The delisting of routine eye exams from the Ontario Health Insurance Plan (OHIP) for healthy adults under age 65 has resulted in lower rates of recommended eye screening for people with diabetes, states a study published in CMAJ - even though eye exams for people with diabetes are still covered (Canadian Medical Association Journal).

Medical guidelines recommend that people with diabetes have a dilated eye exam every 1-2 years to screen for diabetic retinopathy. Diabetic retinopathy is the major cause of blindness in adults and is the result of damage caused by diabetes. Early detection and treatment of retinopathy through regular eye exams in which the pupil is dilated can significantly reduce the likelihood of blindness.

"Health policy experts suggest that delisting services from insurance schemes can have unpredictable effects," writes Dr. Tara Kiran, a family doctor and researcher at St. Michael's Hospital and research fellow at the Institute for Clinical Evaluative Sciences in Toronto. "Understanding the effect of delisting on care is particularly important as governments face fiscal pressures and contemplate further reductions in what is publicly insured."

As of Nov. 1, 2004, OHIP no longer funded annual eye exams for adults aged 20-64 years, although they are still fully funded for children and seniors. Adults with diabetes, those with other conditions that affect the eyes and people receiving social assistance are still eligible for annual exams.

Researchers looked at data on publicly funded eye exams of adults aged 40 and over with diabetes in Ontario, Canada's largest province, to determine whether delisting annual exams for healthy middle-aged adults affected screening for retinopathy in patients with diabetes. They found that eye exam rates for people aged 40-65 years remained steady at 69% between 1998 and 2004 but dropped after delisting to 61% in 2006 and remained low at 57% in 2010.

"We found a marked and persistent decrease in publicly funded eye examinations for residents of Ontario with diabetes aged 40-65 years after routine eye examinations were delisted from OHIP for healthy adults in that age group," write the authors. "This trend was seen even though examinations continued to be insured for these patients."

The drop in eye exams was mostly due to fewer exams being done by optometrists. The authors hypothesize that this was likely due to a misunderstanding by patients and health care providers who may have thought that eye exams done by an optometrist were not covered for people with diabetes. Patients may also have been inadvertently or inappropriately charged for a publicly insured service, something the authors were not able to study.
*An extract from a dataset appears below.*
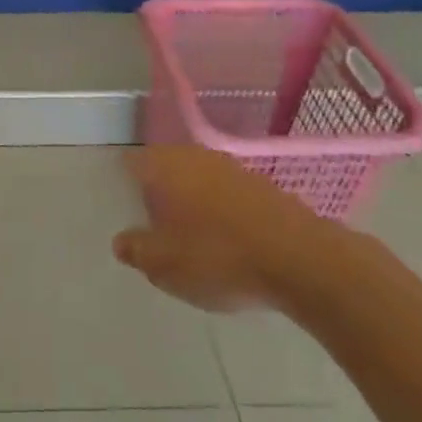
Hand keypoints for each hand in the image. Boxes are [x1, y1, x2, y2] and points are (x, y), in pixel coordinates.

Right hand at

The number of eye exams did not decrease in people over the age of 65 years, a group not affected by delisting.

"The decision to delist routine eye examinations for healthy adults in Ontario was made ostensibly to reduce public expenditure on nonessential health services; however, it had the unintended consequence of reducing appropriate use of publicly funded health services," state the authors.

"In this time of fiscal restraint, policy-makers will increasingly debate which services are 'medically necessary' and warrant coverage. Some limitations of services may be rational and justified, but policy-makers will need to be mindful of the unintended consequences of delisting services from insurance schemes and the potential impact on health equity. Policy changes need to be accompanied by better and more effective communication strategies to decrease misunderstanding among patients and health care providers," conclude the authors.